I'm not going to go over implication because it's quite simple. You can either do it the same way we did the previous ones, or use the fact that $x \to y = \neg x \lor y$ and do the reduction yourself. In short, implication is $\lambda xy.xy\mathbf{T}$.

Implementing ternary logic in the λ-calculus

Implementing ternary logic in the λ-calculus isn't too different from implementing classical logic. The truth-values are implemented in a very similar fashion. $$ \begin{aligned} \mathbf{T} := \lambda xyz.x, \\ \mathbf{F} := \lambda xyz.y, \\ \mathbf{X} := \lambda xyz.z. \end{aligned} $$ As you can see, it's the exact same concept as the Church-encoding. There are only three functions of three arguments that return one of their arguments. As a consequence, the shape of the logical connectives are also quite similar. In booleans, each of them had a function body involving the application of three terms. Here, each body is the application of four terms: one of the arguments, the case where it is true, the case where it is false, and the case where it is both.

As with booleans, negation is the easiest to implement—its basically identical to the boolean version. But now we also have to consider the case where $x = \mathbf{X}$ in which case we just return $\mathbf{X}$. So $\neg x := x\mathbf{F}\mathbf{T}\mathbf{X}$.

Disjunction and conjunction are little bit more complicated than the boolean case. Lets deal with disjunction for now. As we know the function looks something like $\lambda xy.xPQR$. Now we have three cases for $x$:

If $x = \mathbf{T}$, then the output is automatically true. So $P = \mathbf{T}$.
If $x = \mathbf{F}$, then the output is the same as $y$—just like the boolean version. So $Q = y$.
If $x = \mathbf{X}$, then the output is $\mathbf{X}$ unless $y = \mathbf{T}$, in which case it is $\mathbf{T}$. As such, $R$ is an expression in terms of $y$. By the same reasoning as above, we can assume that $R = yABC$. If $y = \mathbf{T}$, then $R = \mathbf{T}$. So $A = \mathbf{T}$. Otherwise, $R = \mathbf{X}$, so $B, C = \mathbf{X}$. Therefore $R = y\mathbf{T}\mathbf{X}\mathbf{X}$.

As such, $x \lor y := x\mathbf{T}y(y\mathbf{T}\mathbf{X}\mathbf{X})$. With the same procedure we can find the term of conjunction as well: $x \land y := xyx(y\mathbf{X}\mathbf{F}\mathbf{X})$. Kleene implication is just $\neg x \lor y$ so I didn't bother finding a term for that.
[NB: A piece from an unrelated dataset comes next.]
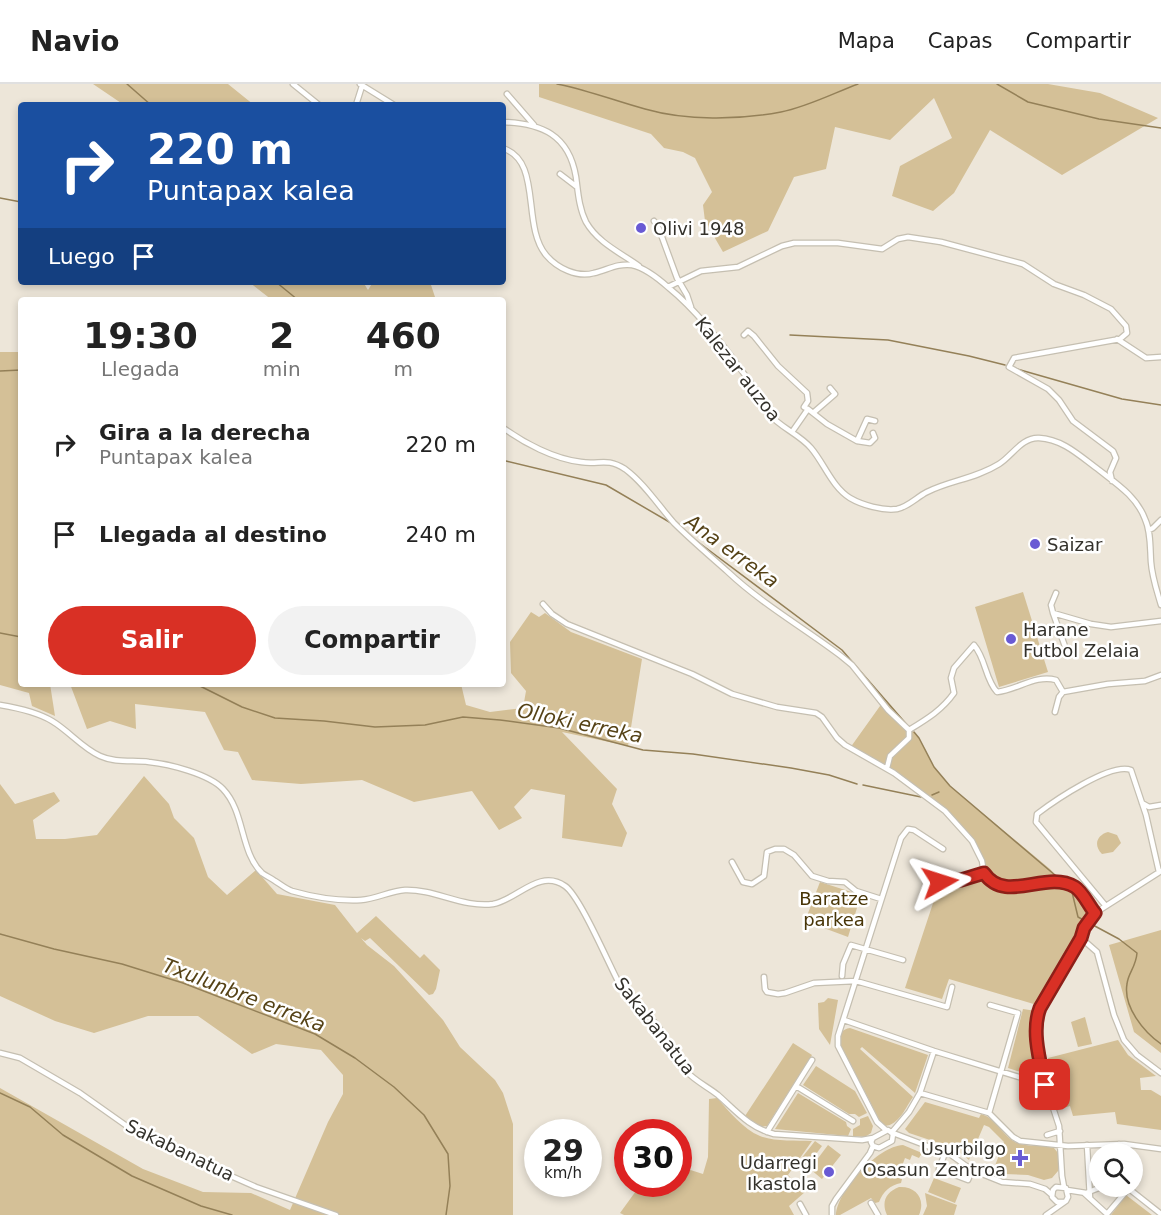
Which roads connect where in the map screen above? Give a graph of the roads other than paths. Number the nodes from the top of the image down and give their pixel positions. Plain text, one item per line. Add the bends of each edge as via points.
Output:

I also did Łukasiewicz implication just because I could. The results can be found at the top of the page.

Priest's The Logic of Paradox is a great paper and he (obviously) goes into a lot more detail than I do here. So go read it.
Peter Selinger's lecture notes are probably the best place to start. Though my own notes aren't too bad either. In fact this post is the solution to one of the exercises in my notes.